Late in the evening of 10 July 1985, two explosions ripped through the Greenpeace protest ship Rainbow Warrior in Auckland Harbour, killing Portuguese photographer Fernando Pereira.
It was an unprecedented attack on New Zealand territory and sparked an international hunt for those responsible. At the centre of the investigation was a mysterious yacht called the Ouvea, which police believed had transported the explosives and the bombers into Auckland and had fled for New Caledonia.
The RNZAF was called in to help scour the Pacific for the yacht and No. 5 Squadron’s P-3K Orion NZ4203 took off from Whenuapai on 25 July to help search. Ironically the aircraft, NZ4203, soon found itself at the centre of its own international incident, as retired Flight Sergeant Don Simms recalls. Here’s Don’s story:
Back in 1985 I was a young avionics mechanic on my first posting to No. 3 Squadron at Hobsonville.
No. 5 Squadron operated the P-3 Orion at Whenuapai and would take people on patrol.
You put your name down on a list and they would contact you when your name got to the top. The deal was you would guard the aircraft at any stopovers as it was full of secret equipment.
There were always two guards that accompanied each aircraft on an overnight stopover.
In mid-July my name came up for a patrol. It was only supposed to be a fisheries day patrol with no overnight, but I didn’t mind and was looking forward to seeing how the aircraft operated.
At the morning briefing for my P-3 flight the plan suddenly changed. I was asked did I have a passport? Yes, I did.
I was told to go and get it and some overnight gear. I rushed back to Hobsonville, stopping briefly at work to explain that I may be gone for a few days, not just today!
We were going to look for the French agents that had transported the explosives used in the bombing and were known to be on a yacht sailing towards the French territory of New Caledonia.
We took off in NZ4203 and headed north at low level, searching for any yachts. None matching the one we were looking for were found.
The name of the yacht was the Ouvea. Everyone on board took turns at the large observation windows carrying out a visual watch, including me.
We had a police photographer on board who had photographed the suspected yacht as it left Norfolk Island a few days earlier.
As we approached New Caledonian airspace at low level, we made no air traffic control radio calls, we didn’t want the French to know we were there.
That was until we flew over a French Navy patrol boat! DOH! They reported us and there was a subsequent diplomatic incident which had to be dealt with by the politicians and defence hierarchy.
In the meantime, we carried on searching and when we were low on fuel we headed to Nadi in Fiji for the night. The other guard (who was a fireman from Whenuapai) and I spent a long and pretty uncomfortable night guarding the aircraft.
The aircraft was locked up, so we had to guard it from the outside!
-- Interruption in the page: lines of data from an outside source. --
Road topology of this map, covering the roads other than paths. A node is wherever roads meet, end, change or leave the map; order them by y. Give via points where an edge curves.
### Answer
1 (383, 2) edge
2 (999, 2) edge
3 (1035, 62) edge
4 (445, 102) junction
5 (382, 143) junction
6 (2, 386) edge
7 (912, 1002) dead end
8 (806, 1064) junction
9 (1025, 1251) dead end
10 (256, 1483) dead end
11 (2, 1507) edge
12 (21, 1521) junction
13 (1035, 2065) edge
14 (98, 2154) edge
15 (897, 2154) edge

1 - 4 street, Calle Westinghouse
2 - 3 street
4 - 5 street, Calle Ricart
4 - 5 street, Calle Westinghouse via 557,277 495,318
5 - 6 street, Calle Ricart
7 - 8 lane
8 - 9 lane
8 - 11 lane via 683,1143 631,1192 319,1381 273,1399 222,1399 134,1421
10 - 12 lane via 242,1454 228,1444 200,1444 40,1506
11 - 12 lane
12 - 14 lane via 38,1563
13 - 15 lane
We were given a few aircraft rations to sustain us and in the middle of the night some ‘fresh’ catering was delivered by the local airport caterers. It rained most of the night but wasn’t cold fortunately as all we had on was our flying overalls. We took shelter in an overhead walkway near the P-3 which kept us mostly dry.
We took turns at trying to get some sleep. Early the next morning the P-3 crew arrived and we were sent back to the hotel to get some sleep. After a few hours of sleep, we went into town for a look around.
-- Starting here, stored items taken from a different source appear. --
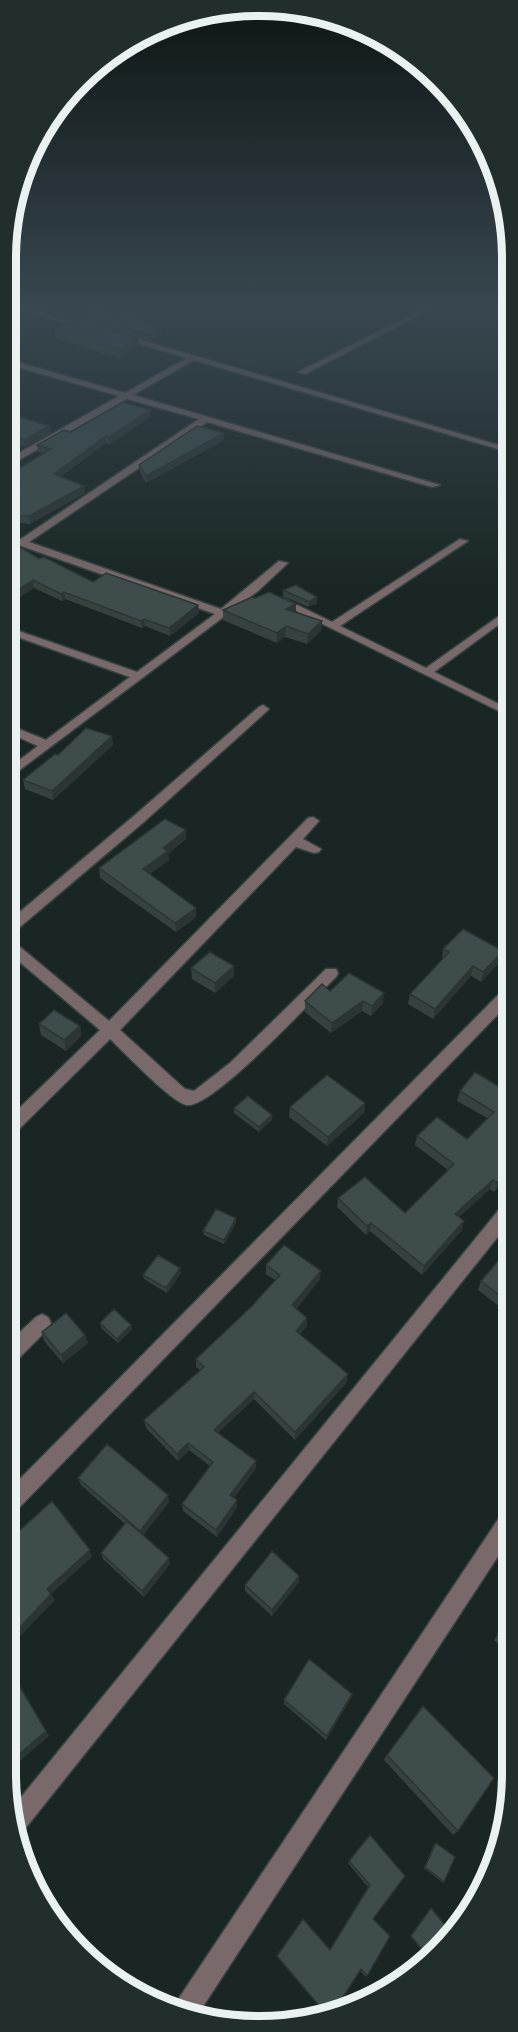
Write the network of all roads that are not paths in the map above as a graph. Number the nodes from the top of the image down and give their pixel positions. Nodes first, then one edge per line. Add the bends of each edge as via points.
1 (117, 402) edge
2 (145, 402) edge
3 (347, 402) edge
4 (207, 418) junction
5 (53, 428) dead end
6 (64, 431) junction
7 (501, 447) dead end
8 (16, 459) edge
9 (435, 485) dead end
10 (16, 541) edge
11 (463, 541) dead end
12 (22, 543) junction
13 (283, 563) dead end
14 (254, 589) junction
15 (220, 612) junction
16 (502, 617) edge
17 (334, 625) junction
18 (16, 633) edge
19 (427, 672) junction
20 (137, 676) junction
21 (263, 708) dead end
22 (502, 710) edge
23 (16, 732) edge
24 (46, 745) junction
25 (16, 769) edge
26 (313, 821) dead end
27 (294, 841) junction
28 (314, 849) dead end
29 (16, 922) edge
30 (16, 952) edge
31 (331, 974) dead end
32 (502, 1000) edge
33 (110, 1030) junction
34 (16, 1121) edge
35 (502, 1218) edge
36 (42, 1323) dead end
37 (16, 1348) edge
38 (16, 1497) edge
39 (502, 1531) edge
40 (21, 1816) edge
41 (188, 2005) edge

1 - 6 street
2 - 4 street
3 - 7 street
4 - 9 street
4 - 12 street
5 - 6 street
6 - 8 street
10 - 12 street
11 - 17 street
12 - 15 street
13 - 14 street
14 - 15 street
14 - 17 street
15 - 20 street
16 - 19 street
17 - 19 street
18 - 20 street
19 - 22 street
20 - 24 street
21 - 29 street
23 - 24 street
24 - 25 street
26 - 27 street
27 - 28 street
27 - 33 street
30 - 33 street
31 - 33 street via 235,1067 198,1097 188,1099 179,1094
32 - 38 street
33 - 34 street
35 - 40 street
36 - 37 street
39 - 41 street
Late in the afternoon we headed back to the airport and the P-3 was back. They had found an empty life raft. Subsequently it was learned that the Ouvea rendezvoused with a French submarine and the agents transferred to it and scuttled the yacht. The life raft was quite likely to have been the Ouvea’s as they automatically release and inflate when submerged under water. We had been very close to catching them in the act.
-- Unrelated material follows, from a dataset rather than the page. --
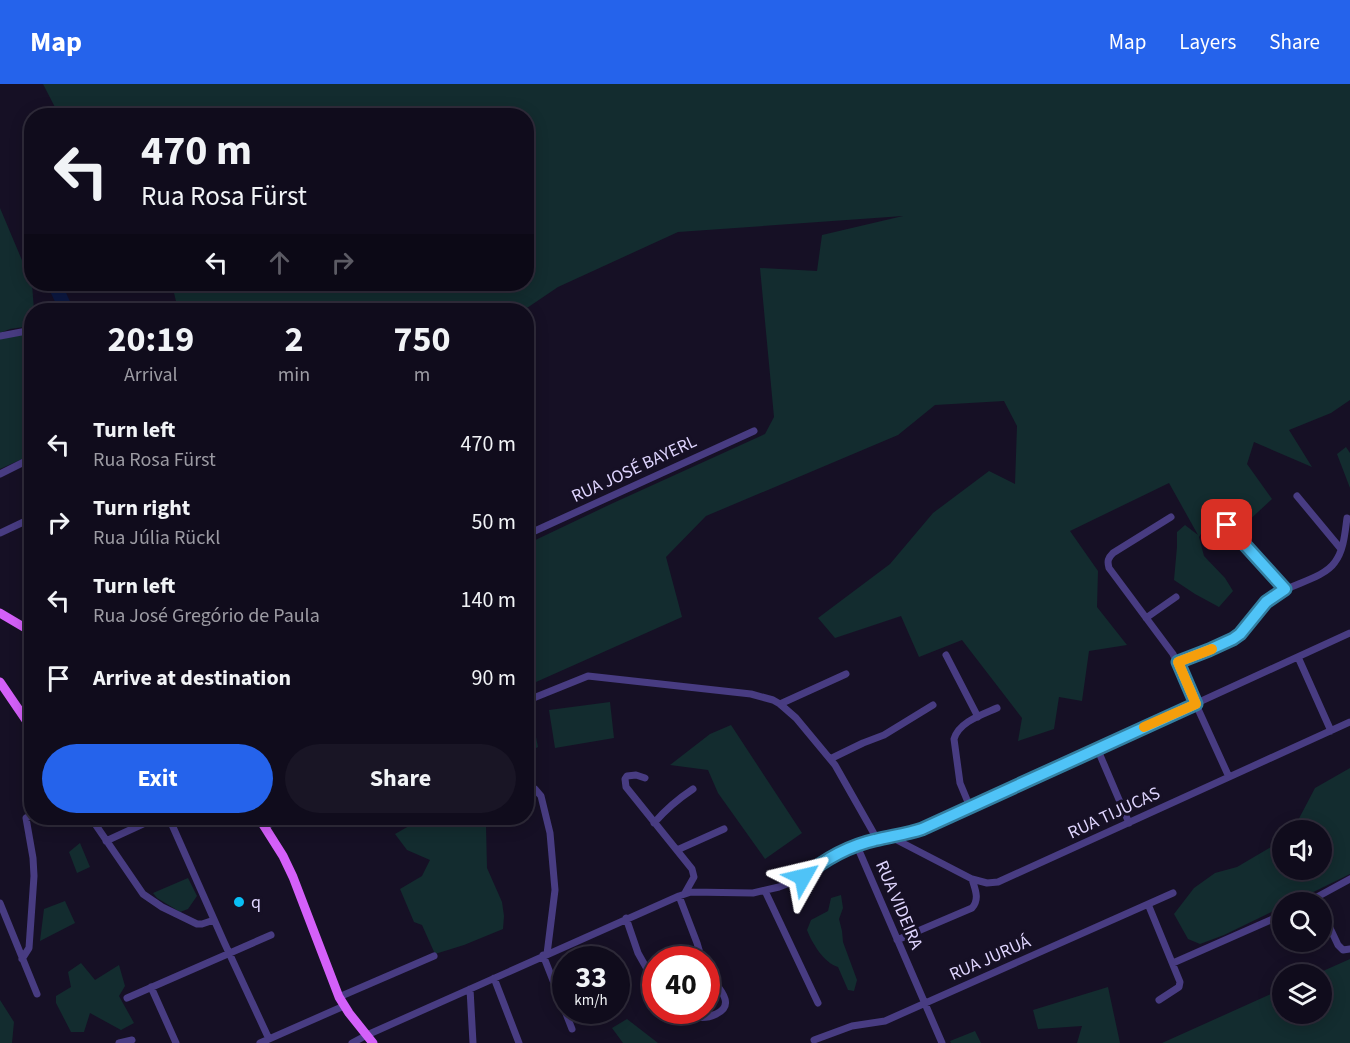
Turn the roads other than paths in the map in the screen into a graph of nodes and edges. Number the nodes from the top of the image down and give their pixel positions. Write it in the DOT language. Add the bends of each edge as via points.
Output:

It was an exciting interlude from Hobsonville and my first overseas trip since joining the RNZAF (and arguably my only ‘operational’ deployment in my nearly 18 years in uniform!). It was also my only flight in the P-3.
Police made an early breakthrough after members of the public reported seeing a man in a wetsuit dragging a zodiac ashore on Tamaki drive at 9.30pm and was picked up by a couple in a campervan.
Two days later the couple were arrested when they returned the campervan.
They were travelling on false Swiss passports and were in fact French DGSE agents Alain Marfait and Dominique Prieur. They were subsequently charged with manslaughter.
At the trial it emerged they were the support crew for the actual bombers who arrived in Auckland aboard the yacht Ouvea. The police believed four DGSE agents had smuggled the explosives into Auckland aboard the Ouvea, and then sailed for New Caledonian soon after the bombing, scuttling the yacht after being picked up by submarine.
Marfait and Prieur were found guilty of manslaughter. The New Zealand judge sentenced them each to ten years’ imprisonment on 22 November 1985.
In 1986 a deal was struck with the French Government which led to a French apology and a compensation payment. In return, the agents would serve three years on Hao Atoll in French Polynesia. They served two years before returning to France.
The suspected bombers aboard the Ouvea were never charged.
NZ4203 is now retired and in storage at the Air Force Museum of New Zealand.